Be Cool
“When Joseph’s brothers saw that their father loved him more than any of them, they hated him and could not speak a kind word to him… Joseph said to them, “Listen to this dream I had: We were binding sheaves of grain out in the field when suddenly my sheaf rose and stood upright, while your sheaves gathered around mine and bowed down to it.” His brothers said to him, “Do you intend to reign over us? Will you actually rule us?” And they hated him all the more because of his dream and what he had said. Then he had another dream, and he told it to his brothers.”
I stuck my foot in my mouth the other day. I was hosting a workshop and I described the fact that top performing leaders receive top compensation as “overperformance leading to being overpaid.”
“Overpaid.” Oops.
I immediately course-corrected, moved on, and made a joke about it. No harm, no foul. I definitely didn’t double down.
If you know the rest of Joseph’s story, you know his choice to double and triple down on his status as the “favorite” did not end well for him, at least in the near term. (Spoiler alert: he gets sold into slavery).
Now, I’m not one to blame the victim, but shouldn’t Joseph have known better?
He was seventeen at the time (37:2), obviously the favorite, in a time when being the “favorite” mattered a TON for your future inheritance. Seems like some self-awareness would have been a more effective leadership and influence strategy for Joseph.
LEADERSHIP INSIGHTS FROM JOSEPH
Exercise your self-awareness muscles. Especially in tenuous relationships, invest the time to anticipate others’ reactions. You won’t be accurate 100% of the time, but you’ll learn and you’ll improve that skill.

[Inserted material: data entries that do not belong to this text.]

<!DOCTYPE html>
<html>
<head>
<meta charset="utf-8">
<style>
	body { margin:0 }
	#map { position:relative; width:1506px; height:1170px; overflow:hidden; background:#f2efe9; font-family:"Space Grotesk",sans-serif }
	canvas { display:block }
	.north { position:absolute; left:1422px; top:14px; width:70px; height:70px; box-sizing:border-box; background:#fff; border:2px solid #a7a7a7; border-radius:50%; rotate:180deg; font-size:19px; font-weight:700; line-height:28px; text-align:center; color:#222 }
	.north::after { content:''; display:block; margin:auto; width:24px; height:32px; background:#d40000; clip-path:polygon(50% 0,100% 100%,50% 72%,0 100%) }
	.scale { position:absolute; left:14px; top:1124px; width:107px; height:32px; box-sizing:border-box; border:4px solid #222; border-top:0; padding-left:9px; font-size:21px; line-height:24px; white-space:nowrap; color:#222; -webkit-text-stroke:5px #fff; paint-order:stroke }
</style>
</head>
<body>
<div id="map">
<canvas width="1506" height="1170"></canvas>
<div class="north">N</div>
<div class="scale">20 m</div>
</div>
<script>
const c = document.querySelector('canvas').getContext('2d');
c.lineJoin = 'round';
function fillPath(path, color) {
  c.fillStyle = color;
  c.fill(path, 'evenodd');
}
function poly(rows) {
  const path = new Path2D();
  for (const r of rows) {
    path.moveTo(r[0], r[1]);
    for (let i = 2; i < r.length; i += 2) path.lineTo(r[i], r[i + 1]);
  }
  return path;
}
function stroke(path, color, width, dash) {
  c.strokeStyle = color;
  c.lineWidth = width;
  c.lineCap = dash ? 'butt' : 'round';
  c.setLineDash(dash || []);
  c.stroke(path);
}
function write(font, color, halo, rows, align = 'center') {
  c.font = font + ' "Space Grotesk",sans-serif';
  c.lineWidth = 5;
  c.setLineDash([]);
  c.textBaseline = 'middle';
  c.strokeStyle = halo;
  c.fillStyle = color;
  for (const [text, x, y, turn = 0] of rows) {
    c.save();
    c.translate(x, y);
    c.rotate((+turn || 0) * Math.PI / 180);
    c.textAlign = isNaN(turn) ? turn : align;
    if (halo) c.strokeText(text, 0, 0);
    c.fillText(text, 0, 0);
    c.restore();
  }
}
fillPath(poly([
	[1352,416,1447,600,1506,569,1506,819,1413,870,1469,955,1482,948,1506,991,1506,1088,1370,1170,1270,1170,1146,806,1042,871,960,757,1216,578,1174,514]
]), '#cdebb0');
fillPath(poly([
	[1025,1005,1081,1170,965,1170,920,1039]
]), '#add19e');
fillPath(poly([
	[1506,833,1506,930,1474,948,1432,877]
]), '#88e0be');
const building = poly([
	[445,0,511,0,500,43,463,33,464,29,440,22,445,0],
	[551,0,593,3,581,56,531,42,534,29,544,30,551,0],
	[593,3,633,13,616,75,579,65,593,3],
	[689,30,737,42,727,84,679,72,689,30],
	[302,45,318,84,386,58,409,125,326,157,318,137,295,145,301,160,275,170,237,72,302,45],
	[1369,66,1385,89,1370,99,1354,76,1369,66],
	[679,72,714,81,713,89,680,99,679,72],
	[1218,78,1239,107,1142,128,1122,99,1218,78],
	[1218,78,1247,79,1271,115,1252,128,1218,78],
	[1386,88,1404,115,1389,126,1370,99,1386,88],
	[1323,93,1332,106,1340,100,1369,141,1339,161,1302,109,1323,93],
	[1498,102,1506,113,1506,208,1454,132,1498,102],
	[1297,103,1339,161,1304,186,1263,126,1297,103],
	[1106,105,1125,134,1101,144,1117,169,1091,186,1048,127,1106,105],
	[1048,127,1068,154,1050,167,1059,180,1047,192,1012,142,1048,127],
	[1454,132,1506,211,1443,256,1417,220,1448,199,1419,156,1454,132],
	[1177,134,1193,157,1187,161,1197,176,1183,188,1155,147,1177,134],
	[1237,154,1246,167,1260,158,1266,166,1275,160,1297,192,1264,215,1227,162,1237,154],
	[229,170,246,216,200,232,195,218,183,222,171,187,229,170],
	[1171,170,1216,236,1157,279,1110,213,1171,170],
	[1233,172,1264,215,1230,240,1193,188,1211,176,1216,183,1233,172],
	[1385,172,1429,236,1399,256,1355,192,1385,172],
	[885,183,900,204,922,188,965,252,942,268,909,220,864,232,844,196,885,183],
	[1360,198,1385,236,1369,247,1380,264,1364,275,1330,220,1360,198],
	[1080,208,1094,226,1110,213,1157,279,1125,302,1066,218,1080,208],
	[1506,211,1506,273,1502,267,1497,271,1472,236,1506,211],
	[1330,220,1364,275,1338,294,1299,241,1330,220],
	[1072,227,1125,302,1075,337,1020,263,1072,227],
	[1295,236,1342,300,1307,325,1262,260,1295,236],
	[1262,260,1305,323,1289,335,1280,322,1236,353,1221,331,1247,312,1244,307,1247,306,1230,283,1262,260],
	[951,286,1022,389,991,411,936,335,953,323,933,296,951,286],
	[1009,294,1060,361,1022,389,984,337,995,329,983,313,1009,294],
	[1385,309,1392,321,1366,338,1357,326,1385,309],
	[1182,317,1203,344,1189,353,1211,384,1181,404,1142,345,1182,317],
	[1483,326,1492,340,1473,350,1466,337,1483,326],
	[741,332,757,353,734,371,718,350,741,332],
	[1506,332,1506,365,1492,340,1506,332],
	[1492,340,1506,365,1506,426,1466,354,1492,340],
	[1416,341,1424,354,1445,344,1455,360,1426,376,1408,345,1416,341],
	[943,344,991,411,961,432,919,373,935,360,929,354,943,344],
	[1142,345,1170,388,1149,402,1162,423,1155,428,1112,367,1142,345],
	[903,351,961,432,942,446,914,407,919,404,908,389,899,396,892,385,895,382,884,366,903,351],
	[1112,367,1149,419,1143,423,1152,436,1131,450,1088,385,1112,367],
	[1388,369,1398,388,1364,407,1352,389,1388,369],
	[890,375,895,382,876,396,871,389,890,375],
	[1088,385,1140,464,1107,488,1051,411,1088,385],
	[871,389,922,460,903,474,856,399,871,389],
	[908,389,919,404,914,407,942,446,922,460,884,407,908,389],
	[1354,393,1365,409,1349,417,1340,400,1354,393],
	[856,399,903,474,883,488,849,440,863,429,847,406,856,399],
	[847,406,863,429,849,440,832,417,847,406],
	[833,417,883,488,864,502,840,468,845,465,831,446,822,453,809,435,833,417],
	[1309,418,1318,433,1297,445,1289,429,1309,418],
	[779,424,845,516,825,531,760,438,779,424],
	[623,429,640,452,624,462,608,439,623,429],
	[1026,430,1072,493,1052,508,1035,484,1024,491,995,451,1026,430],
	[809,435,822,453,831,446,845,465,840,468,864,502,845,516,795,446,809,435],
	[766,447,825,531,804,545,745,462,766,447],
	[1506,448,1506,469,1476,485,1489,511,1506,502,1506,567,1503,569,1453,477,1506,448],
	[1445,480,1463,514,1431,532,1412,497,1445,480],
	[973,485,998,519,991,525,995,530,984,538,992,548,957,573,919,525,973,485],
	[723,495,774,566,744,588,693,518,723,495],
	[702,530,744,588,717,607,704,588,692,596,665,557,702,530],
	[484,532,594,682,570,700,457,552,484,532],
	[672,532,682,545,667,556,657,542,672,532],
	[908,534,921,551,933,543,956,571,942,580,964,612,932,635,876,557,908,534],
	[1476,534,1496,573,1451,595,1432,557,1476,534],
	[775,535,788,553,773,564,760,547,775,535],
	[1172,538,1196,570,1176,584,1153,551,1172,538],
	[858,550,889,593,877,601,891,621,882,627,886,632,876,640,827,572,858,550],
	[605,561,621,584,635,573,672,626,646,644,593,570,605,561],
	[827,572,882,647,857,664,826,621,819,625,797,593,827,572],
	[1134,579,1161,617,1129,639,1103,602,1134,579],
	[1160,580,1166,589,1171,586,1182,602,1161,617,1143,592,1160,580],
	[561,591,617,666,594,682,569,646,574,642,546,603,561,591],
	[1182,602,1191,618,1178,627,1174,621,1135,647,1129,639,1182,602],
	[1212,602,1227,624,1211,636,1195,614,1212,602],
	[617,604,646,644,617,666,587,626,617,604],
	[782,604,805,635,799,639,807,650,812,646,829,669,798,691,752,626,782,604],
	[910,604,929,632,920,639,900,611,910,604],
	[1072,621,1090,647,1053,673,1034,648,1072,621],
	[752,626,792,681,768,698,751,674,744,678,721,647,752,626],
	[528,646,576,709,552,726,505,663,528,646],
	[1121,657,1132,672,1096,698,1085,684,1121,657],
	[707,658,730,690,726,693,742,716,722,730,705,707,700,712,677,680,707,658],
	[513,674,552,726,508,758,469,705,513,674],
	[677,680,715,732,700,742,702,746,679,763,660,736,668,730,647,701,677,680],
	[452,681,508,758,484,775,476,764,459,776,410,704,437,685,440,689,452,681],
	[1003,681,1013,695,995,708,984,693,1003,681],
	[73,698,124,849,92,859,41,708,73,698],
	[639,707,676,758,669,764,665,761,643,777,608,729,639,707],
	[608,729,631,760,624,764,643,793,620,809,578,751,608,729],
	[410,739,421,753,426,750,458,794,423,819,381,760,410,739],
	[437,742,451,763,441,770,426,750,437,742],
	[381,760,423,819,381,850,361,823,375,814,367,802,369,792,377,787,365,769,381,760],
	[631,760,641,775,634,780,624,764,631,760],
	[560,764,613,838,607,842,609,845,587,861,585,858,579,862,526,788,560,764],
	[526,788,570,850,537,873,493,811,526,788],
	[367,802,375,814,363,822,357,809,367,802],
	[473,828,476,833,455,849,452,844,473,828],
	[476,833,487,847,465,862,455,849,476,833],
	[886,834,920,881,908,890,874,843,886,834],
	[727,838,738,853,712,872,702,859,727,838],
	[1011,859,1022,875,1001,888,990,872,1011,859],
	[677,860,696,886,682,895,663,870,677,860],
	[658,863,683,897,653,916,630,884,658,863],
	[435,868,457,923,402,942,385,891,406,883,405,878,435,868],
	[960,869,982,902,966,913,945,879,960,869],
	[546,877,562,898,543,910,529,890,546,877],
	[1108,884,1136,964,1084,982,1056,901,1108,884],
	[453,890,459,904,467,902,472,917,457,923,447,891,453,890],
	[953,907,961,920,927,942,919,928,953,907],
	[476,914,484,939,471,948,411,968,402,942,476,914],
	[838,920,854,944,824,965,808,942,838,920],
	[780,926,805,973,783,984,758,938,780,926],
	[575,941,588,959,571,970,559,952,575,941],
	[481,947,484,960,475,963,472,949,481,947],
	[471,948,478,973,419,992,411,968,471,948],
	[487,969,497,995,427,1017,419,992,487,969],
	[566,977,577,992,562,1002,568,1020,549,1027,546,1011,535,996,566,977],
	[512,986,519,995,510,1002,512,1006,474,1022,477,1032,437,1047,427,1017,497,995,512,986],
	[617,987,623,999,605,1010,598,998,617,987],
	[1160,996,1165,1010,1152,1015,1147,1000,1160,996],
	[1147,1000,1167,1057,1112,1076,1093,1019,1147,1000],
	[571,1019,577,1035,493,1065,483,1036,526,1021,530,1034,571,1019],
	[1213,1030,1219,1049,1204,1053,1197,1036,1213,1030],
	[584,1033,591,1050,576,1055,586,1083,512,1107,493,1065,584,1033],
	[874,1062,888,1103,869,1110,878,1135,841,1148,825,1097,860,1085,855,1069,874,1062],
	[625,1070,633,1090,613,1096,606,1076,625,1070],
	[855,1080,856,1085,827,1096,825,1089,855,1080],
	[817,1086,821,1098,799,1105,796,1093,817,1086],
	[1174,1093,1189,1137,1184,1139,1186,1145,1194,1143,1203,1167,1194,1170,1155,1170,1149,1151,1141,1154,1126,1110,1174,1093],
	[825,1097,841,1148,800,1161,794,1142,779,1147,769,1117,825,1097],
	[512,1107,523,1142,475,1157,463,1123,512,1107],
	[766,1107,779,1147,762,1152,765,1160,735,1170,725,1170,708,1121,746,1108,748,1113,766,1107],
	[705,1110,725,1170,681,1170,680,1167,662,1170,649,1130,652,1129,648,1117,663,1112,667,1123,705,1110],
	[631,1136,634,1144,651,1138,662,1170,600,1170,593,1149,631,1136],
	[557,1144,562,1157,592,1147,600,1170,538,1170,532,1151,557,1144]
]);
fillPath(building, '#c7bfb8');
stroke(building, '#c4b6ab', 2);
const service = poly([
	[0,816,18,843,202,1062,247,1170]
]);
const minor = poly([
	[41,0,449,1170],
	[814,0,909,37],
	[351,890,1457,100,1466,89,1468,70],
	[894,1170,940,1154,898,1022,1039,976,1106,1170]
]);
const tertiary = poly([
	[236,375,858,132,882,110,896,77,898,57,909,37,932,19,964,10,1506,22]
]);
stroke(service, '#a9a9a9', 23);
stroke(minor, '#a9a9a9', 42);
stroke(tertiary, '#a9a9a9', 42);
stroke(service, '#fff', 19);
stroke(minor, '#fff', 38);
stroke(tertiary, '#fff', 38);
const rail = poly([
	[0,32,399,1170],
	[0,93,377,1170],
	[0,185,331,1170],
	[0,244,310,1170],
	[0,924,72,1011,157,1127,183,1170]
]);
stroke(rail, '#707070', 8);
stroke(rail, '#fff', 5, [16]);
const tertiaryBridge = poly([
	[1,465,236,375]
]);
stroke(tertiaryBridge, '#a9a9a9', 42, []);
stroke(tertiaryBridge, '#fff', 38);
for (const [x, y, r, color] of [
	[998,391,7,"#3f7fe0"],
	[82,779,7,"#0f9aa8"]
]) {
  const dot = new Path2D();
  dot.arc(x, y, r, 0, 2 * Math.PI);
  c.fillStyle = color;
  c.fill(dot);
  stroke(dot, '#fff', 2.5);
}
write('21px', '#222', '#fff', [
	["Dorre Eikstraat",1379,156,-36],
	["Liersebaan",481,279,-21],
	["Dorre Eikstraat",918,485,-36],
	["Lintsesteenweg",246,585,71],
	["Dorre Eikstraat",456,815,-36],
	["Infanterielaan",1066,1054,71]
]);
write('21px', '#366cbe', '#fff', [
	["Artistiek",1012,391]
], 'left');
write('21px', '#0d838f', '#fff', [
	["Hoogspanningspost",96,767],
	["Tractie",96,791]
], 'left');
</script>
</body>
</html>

Think through how what you’ll say (and how you’ll say it) could be interpreted by the other person, and then think about what they might do as a result of those interpretations.
Don’t double-down on mistakes. When you mess up (and you will), be ready and willing to adapt. Watch the other person’s reactions. In today’s remote environment, it may not be obvious. Look for cues that go beyond tone and body language. Are they being helpful and responsive? Are they always skeptical and hesitant? If the relationship isn’t going the way you need it to go, don’t keep doing what you’re doing. You don’t control their reactions, but you do control what you give them to react to?